● What is required: Starting at the line that contains "exch dup neg" in the listing below, write out every line word for word until you have written the line that contains "x y h add x".

-=-=-=-=-

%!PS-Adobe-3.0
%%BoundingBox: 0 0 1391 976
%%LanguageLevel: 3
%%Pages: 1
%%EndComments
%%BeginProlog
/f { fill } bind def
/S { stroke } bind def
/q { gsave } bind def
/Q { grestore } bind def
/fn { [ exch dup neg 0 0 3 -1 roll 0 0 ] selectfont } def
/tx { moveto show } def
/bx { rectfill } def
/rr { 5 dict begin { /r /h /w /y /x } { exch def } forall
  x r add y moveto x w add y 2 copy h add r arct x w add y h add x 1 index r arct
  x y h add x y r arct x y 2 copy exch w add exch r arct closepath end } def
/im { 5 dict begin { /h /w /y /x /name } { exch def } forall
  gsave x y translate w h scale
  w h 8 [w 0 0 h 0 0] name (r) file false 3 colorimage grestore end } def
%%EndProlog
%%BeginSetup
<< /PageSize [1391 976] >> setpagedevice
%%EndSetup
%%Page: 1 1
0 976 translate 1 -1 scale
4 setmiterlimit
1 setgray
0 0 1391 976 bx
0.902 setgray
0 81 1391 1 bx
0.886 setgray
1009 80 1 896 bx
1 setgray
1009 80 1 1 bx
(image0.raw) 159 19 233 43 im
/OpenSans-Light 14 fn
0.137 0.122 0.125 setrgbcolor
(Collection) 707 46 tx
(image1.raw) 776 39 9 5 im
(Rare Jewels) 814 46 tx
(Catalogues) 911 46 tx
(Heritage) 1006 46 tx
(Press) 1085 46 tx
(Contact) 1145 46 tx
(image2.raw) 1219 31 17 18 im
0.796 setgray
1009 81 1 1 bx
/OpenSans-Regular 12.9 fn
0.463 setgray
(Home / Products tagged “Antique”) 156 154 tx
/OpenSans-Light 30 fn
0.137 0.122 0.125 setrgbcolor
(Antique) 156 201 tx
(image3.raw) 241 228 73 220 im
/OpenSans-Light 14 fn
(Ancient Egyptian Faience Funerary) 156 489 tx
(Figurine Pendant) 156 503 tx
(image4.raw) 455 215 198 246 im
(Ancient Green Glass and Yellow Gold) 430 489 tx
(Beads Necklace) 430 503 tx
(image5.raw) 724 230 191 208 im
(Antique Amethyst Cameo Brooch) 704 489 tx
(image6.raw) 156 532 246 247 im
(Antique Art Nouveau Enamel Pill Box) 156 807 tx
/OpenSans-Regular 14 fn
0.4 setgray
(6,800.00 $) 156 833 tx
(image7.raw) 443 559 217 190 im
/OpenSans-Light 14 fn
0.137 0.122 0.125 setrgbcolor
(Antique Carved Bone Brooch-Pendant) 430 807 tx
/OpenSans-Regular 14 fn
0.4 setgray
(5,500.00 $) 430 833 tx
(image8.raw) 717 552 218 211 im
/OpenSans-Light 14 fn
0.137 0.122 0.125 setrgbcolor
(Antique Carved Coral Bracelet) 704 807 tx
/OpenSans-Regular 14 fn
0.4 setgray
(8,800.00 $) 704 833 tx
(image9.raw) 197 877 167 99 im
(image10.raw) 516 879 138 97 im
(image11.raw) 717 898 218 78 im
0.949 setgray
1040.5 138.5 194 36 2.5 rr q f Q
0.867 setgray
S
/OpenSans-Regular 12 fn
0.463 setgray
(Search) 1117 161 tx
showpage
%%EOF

-=-=-=-=-

● Reply to the task:
/fn { [ exch dup neg 0 0 3 -1 roll 0 0 ] selectfont } def
/tx { moveto show } def
/bx { rectfill } def
/rr { 5 dict begin { /r /h /w /y /x } { exch def } forall
  x r add y moveto x w add y 2 copy h add r arct x w add y h add x 1 index r arct
  x y h add x y r arct x y 2 copy exch w add exch r arct closepath end } def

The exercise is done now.